Microsoft Cancels Project Astoria, Its Android-on-Windows Bridge
Before WSL let Windows run real Linux binaries, Microsoft was building a bridge to run Android apps on Windows 10 Mobile instead. That project was shelved in February 2016 — clearing the way for what came next.
In February 2016, Microsoft officially confirmed the cancellation of Project Astoria, the “Windows Bridge for Android” initiative that would have let developers port Android applications to Windows 10 Mobile with minimal code changes.
What Project Astoria actually was
Announced at Build 2015, Astoria let Android apps run on Windows 10 Mobile through an emulation-based compatibility layer — one of two parallel “bridge” efforts Microsoft was pursuing at the time, the other being a corresponding bridge for porting iOS code to Windows.

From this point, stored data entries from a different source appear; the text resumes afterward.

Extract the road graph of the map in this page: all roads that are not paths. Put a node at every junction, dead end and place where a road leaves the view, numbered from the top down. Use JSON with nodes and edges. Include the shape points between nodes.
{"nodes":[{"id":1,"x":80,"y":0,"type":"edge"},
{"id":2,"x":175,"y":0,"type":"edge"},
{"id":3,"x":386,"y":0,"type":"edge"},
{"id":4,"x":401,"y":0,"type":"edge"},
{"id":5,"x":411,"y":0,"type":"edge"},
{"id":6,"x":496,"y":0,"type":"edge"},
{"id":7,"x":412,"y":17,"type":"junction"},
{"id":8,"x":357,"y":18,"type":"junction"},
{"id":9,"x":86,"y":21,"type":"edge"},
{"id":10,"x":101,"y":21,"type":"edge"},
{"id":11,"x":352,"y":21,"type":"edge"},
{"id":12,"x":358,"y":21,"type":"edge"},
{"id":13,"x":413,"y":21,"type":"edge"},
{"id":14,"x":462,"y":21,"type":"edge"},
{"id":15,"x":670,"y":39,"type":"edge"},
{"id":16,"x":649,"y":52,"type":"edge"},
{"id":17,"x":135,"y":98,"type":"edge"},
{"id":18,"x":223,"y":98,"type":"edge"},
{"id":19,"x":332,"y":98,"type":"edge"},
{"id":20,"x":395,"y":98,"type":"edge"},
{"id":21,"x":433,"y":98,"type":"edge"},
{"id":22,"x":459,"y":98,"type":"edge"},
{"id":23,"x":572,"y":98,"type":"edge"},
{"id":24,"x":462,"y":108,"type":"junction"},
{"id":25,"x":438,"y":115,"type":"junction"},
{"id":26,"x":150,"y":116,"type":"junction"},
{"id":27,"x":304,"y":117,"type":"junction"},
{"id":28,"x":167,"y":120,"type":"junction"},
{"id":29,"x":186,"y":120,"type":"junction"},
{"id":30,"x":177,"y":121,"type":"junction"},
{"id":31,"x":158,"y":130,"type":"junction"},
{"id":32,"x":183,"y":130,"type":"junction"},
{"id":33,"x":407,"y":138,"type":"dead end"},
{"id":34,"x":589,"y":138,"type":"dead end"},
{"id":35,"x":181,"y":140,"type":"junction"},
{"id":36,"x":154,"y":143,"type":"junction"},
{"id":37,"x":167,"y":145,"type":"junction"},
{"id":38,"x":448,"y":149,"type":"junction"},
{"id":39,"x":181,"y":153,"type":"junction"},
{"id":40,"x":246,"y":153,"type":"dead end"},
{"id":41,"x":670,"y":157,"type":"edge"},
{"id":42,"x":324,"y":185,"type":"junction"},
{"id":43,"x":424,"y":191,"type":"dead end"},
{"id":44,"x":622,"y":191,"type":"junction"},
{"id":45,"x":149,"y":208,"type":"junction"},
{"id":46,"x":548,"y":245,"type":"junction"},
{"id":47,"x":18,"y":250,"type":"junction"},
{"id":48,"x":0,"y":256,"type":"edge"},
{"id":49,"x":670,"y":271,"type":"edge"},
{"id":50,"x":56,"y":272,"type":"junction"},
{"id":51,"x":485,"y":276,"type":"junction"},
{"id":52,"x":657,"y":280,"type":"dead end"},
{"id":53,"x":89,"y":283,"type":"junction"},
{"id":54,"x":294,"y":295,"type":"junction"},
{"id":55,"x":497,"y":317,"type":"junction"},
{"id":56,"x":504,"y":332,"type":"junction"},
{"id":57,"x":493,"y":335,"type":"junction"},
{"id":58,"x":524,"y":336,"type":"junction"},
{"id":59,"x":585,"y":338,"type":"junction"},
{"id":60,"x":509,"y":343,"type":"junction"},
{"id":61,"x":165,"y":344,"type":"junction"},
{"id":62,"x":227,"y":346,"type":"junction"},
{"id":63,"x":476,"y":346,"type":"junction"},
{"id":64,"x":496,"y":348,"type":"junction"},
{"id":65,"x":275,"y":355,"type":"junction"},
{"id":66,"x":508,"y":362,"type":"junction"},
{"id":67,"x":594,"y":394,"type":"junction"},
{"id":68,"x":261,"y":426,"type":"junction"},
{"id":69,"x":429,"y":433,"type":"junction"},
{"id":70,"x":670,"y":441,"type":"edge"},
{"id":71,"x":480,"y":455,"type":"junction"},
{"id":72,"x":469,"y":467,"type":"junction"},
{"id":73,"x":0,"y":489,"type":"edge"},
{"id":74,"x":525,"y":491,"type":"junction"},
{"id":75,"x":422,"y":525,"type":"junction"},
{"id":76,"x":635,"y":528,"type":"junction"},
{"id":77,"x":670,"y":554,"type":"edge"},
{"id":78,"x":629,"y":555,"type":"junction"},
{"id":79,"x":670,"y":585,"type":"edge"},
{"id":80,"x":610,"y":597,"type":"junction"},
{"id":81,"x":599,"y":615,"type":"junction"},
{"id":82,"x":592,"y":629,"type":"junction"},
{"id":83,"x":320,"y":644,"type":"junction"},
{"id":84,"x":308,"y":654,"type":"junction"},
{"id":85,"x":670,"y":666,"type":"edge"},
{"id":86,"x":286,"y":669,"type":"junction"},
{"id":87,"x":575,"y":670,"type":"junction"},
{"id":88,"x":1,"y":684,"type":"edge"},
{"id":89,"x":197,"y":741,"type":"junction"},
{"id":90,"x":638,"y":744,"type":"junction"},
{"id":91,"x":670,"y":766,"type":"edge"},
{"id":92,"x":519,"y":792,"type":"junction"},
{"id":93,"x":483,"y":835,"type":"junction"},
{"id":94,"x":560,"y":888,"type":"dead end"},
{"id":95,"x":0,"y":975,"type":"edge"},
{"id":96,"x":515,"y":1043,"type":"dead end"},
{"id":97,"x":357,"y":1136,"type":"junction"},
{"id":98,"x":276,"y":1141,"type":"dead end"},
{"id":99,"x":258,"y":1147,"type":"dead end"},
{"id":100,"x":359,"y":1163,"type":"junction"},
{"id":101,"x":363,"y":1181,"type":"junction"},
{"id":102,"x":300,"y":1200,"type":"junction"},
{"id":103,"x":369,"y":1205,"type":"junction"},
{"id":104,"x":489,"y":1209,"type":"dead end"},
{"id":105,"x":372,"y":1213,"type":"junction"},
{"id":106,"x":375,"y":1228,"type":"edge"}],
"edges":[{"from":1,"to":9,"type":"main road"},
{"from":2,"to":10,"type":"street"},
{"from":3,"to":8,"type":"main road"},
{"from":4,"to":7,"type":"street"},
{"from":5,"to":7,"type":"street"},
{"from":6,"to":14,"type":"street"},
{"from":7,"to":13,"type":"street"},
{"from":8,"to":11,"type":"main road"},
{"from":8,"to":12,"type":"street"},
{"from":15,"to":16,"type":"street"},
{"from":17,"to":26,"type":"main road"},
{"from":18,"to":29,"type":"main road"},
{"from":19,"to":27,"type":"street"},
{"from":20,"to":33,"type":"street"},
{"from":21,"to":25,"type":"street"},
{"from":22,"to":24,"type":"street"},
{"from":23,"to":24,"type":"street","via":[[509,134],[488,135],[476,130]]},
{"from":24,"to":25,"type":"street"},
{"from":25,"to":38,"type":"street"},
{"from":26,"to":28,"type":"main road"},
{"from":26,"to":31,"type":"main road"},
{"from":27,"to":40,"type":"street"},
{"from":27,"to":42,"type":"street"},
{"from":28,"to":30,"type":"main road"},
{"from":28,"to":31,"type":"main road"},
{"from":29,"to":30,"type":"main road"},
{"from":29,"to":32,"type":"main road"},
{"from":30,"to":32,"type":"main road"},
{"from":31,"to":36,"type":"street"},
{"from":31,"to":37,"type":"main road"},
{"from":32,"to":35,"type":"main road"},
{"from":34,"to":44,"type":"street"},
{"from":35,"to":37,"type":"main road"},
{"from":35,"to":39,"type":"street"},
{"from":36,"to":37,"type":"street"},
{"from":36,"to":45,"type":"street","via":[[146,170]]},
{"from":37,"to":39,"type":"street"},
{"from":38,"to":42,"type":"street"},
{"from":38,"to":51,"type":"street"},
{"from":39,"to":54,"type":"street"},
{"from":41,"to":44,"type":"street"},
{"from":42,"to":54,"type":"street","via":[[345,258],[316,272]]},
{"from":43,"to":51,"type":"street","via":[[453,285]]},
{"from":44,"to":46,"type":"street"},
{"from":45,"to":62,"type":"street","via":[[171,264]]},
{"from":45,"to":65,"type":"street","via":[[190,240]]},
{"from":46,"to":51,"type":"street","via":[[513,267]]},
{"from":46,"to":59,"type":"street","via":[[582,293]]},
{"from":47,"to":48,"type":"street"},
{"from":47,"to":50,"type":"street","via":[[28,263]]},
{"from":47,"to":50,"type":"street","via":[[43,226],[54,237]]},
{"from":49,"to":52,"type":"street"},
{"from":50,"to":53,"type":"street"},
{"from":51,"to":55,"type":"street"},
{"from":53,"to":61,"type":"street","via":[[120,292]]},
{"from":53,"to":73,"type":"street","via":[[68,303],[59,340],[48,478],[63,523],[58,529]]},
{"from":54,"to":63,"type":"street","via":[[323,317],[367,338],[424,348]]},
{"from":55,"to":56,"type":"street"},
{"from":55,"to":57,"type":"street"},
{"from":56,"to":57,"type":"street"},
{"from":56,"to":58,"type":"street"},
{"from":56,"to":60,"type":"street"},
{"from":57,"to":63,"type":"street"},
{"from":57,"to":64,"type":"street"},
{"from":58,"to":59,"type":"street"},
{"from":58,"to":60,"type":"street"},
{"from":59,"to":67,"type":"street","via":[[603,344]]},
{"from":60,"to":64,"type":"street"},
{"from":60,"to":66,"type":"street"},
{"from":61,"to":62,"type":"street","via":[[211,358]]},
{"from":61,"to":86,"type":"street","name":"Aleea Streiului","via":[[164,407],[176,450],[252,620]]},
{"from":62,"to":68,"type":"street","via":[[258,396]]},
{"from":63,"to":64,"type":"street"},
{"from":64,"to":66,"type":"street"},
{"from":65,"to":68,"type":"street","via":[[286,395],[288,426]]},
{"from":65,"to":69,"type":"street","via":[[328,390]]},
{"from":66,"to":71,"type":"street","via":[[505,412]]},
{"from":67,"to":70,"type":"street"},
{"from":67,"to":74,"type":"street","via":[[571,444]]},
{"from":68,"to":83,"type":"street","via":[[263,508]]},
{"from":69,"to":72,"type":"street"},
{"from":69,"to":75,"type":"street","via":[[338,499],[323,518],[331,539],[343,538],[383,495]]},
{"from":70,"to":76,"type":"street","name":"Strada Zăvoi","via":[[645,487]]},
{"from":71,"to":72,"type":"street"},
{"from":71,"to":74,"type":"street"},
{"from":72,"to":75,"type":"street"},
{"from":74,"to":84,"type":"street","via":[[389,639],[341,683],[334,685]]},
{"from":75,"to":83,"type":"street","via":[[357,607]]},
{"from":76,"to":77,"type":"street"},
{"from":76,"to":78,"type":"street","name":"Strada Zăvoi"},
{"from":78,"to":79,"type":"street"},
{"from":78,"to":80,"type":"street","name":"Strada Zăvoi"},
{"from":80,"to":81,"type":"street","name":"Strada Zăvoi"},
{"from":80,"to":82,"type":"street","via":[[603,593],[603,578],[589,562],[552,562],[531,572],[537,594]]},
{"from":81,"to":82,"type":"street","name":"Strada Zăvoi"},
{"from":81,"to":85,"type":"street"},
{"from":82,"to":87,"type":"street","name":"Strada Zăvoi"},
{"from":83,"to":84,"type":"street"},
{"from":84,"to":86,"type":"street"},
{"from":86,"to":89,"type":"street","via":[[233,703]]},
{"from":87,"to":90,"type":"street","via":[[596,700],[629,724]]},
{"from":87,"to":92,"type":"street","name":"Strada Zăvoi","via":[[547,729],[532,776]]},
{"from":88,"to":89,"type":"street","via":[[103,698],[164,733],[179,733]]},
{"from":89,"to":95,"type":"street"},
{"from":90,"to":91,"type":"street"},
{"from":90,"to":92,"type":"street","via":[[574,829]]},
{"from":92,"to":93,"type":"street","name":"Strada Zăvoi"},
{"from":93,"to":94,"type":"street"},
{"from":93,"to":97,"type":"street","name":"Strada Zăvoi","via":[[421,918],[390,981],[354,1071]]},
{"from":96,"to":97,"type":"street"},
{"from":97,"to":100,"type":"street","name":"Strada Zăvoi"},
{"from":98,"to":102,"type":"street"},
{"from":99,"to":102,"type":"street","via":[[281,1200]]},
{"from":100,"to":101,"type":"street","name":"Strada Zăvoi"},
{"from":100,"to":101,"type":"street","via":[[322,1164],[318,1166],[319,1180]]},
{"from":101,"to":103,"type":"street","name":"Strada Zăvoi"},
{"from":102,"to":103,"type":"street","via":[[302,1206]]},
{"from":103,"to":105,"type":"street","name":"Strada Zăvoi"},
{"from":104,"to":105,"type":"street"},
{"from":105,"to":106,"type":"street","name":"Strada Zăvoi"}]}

Why Microsoft chose to cancel it specifically
Microsoft’s own stated reasoning was one of focus: “We received a lot of feedback that having two Bridge technologies to bring code from mobile operating systems to Windows was unnecessary, and the choice between them could be confusing.” The company chose to consolidate around the iOS-focused bridge (Project Islandwood) as its single mobile-porting strategy going forward, rather than maintain both approaches in parallel.
What happened around the same time, contextually
Microsoft’s acquisition of Xamarin closed around this same period, eventually contributing to what became .NET MAUI — a cross-platform framework covering iOS, Android, and Windows through a different technical approach than either original bridge project had taken.
Why this cancellation is relevant to WSL’s own history
Astoria’s abandonment freed up organizational focus and engineering attention that, within roughly two months, contributed to a different compatibility direction entirely — Windows Subsystem for Linux’s own first public reveal came just weeks after Astoria’s cancellation was confirmed, redirecting Microsoft’s “run foreign code on Windows” ambitions from Android apps specifically toward Linux command-line tooling instead.